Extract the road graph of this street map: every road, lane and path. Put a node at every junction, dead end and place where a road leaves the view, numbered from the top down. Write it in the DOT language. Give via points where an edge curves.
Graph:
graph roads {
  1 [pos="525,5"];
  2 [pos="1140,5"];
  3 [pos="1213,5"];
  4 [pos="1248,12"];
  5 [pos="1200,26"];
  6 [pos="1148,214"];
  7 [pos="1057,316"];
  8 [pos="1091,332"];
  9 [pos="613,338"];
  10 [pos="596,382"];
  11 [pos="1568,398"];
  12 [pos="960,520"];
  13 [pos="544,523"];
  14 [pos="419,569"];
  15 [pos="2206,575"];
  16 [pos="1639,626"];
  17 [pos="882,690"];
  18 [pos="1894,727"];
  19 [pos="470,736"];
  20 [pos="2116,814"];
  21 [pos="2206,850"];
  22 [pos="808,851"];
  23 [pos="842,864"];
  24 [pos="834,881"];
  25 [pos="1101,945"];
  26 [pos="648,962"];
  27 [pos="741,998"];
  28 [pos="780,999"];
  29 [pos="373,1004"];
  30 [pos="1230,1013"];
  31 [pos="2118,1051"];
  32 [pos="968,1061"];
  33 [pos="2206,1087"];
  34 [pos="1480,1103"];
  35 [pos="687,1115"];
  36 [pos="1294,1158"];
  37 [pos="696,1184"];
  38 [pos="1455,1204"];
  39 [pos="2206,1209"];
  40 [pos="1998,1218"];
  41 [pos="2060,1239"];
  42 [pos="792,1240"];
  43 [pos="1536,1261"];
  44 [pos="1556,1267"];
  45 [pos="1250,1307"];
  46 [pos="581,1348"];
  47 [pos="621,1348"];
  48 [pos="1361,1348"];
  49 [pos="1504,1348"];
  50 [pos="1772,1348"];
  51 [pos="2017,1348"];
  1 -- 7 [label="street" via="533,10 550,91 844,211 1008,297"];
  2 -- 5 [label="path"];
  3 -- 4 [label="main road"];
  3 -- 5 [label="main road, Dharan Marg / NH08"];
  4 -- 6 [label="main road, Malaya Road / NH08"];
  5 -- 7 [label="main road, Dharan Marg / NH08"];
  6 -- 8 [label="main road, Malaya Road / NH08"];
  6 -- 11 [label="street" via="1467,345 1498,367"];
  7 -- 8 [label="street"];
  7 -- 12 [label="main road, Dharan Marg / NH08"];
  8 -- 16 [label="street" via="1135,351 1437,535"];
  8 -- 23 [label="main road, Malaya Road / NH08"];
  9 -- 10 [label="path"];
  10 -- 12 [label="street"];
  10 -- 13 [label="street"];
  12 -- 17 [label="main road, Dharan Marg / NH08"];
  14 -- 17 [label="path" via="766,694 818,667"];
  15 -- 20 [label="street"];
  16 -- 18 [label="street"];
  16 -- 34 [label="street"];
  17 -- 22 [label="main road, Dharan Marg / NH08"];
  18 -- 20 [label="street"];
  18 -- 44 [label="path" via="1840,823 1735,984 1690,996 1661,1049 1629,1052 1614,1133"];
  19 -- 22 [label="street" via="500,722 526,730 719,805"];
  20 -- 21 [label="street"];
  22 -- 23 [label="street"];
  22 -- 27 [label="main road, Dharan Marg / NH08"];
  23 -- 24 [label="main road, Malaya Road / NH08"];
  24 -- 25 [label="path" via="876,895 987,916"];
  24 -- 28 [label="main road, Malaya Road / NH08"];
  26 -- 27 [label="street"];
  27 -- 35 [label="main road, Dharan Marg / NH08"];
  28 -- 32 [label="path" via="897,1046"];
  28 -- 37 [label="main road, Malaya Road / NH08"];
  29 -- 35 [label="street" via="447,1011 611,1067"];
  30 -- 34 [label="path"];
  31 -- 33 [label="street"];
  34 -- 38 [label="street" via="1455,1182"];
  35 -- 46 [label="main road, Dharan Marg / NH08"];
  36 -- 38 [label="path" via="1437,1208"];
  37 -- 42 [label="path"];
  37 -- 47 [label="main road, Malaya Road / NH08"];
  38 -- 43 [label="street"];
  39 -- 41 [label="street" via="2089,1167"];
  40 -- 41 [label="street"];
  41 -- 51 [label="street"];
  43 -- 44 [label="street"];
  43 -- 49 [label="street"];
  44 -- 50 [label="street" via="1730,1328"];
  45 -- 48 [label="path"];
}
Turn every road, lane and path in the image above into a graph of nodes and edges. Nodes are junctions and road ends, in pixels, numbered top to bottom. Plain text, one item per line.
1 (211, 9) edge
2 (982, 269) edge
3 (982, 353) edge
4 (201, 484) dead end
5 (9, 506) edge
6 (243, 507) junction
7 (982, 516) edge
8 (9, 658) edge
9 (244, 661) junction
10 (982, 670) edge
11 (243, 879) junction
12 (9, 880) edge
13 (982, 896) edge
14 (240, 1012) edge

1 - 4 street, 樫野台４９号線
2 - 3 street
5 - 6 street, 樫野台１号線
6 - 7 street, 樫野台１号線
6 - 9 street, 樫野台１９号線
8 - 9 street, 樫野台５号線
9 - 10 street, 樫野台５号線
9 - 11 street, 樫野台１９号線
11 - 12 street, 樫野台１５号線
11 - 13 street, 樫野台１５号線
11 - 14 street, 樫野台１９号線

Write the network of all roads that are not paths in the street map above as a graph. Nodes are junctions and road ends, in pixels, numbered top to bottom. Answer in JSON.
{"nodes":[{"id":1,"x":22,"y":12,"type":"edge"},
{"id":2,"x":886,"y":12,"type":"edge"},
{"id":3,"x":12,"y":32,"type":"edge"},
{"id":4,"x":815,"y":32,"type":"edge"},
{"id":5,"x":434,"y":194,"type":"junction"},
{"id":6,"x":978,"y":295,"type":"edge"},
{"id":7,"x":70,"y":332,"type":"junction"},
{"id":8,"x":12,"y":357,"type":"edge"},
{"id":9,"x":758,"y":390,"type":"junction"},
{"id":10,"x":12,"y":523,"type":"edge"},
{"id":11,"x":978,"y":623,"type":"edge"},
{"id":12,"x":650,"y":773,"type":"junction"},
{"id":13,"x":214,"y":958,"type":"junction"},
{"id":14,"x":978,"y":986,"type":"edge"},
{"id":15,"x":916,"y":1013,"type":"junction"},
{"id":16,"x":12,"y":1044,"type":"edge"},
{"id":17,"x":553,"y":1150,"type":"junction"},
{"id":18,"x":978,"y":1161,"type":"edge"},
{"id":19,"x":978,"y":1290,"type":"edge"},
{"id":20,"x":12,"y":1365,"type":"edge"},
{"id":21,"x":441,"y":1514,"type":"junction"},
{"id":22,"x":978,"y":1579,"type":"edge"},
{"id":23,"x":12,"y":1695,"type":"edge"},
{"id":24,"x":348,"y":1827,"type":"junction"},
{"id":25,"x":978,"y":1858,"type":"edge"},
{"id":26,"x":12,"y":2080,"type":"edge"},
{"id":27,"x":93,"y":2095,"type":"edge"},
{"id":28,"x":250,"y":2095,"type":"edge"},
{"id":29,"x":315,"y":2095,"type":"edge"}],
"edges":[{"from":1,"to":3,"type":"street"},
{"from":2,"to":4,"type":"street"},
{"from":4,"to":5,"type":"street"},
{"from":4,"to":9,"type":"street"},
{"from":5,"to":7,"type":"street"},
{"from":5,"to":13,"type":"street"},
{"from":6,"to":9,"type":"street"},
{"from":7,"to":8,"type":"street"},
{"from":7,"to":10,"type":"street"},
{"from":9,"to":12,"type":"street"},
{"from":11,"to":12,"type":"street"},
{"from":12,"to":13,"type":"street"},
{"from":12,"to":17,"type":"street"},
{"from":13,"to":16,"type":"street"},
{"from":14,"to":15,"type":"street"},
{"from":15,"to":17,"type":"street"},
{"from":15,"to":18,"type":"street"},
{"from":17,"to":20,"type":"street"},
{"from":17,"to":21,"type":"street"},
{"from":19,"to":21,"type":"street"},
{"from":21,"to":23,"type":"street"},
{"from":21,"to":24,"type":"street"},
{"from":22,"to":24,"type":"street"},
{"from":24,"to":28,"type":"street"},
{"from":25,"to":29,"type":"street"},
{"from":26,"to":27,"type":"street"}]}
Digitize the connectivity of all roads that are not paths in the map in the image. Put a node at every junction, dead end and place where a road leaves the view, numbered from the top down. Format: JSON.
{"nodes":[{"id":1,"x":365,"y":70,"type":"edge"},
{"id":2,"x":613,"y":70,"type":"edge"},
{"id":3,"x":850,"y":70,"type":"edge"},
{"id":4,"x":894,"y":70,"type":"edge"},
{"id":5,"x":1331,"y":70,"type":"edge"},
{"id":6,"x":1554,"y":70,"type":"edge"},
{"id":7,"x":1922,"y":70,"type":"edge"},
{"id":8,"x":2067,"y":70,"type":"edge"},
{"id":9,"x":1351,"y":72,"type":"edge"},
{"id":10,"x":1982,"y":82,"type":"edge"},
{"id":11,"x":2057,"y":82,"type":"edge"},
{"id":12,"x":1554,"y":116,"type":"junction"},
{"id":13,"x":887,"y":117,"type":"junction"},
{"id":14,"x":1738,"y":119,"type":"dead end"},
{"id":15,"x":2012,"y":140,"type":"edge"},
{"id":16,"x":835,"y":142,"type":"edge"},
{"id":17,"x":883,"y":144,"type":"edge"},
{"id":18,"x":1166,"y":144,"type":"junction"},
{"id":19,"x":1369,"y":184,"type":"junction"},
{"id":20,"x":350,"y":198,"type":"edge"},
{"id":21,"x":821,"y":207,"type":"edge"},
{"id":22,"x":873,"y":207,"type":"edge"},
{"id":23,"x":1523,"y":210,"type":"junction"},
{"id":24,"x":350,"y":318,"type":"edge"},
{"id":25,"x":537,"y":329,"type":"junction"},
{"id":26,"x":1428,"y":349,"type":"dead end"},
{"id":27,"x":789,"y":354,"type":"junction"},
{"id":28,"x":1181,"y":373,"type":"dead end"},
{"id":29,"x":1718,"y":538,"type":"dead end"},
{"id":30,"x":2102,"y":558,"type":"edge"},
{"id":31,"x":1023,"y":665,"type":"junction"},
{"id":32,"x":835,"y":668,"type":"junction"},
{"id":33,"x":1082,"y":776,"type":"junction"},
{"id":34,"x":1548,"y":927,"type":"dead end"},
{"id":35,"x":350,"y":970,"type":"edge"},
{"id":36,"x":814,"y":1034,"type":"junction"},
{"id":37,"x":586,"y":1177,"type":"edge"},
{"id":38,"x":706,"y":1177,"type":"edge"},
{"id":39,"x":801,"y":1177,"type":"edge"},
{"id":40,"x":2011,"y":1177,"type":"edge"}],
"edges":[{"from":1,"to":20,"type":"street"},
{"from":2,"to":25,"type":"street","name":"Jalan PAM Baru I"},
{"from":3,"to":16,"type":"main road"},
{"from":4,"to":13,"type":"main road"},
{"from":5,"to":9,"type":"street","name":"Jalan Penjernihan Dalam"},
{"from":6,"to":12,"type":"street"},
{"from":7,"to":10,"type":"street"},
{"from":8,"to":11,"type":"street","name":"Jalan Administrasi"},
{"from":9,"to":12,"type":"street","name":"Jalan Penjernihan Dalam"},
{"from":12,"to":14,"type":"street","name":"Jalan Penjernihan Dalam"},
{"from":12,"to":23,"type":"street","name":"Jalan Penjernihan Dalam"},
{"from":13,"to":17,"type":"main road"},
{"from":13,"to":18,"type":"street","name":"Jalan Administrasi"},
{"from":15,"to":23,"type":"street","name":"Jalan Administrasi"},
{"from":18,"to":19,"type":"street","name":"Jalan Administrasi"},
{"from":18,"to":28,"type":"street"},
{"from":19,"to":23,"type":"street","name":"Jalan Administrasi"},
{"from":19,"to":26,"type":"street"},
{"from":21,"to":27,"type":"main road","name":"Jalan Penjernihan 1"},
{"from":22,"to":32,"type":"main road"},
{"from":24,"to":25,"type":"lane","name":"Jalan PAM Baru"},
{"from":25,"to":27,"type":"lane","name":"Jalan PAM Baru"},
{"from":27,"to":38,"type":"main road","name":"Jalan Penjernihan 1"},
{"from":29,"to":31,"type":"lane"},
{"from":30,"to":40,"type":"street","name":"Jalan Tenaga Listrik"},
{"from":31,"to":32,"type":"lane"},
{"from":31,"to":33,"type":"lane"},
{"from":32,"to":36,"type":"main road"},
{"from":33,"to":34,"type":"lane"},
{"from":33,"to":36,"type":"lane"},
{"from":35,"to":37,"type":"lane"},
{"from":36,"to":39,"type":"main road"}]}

Description of the task: Show all lines from the data above in which the word "ends" appears.

Result of this task:
Turn every road, lane and path in the image above into a graph of nodes and edges. Nodes are junctions and road ends, in pixels, numbered top to bottom. Plain text, one item per line.
Write the network of all roads that are not paths in the street map above as a graph. Nodes are junctions and road ends, in pixels, numbered top to bottom. Answer in JSON.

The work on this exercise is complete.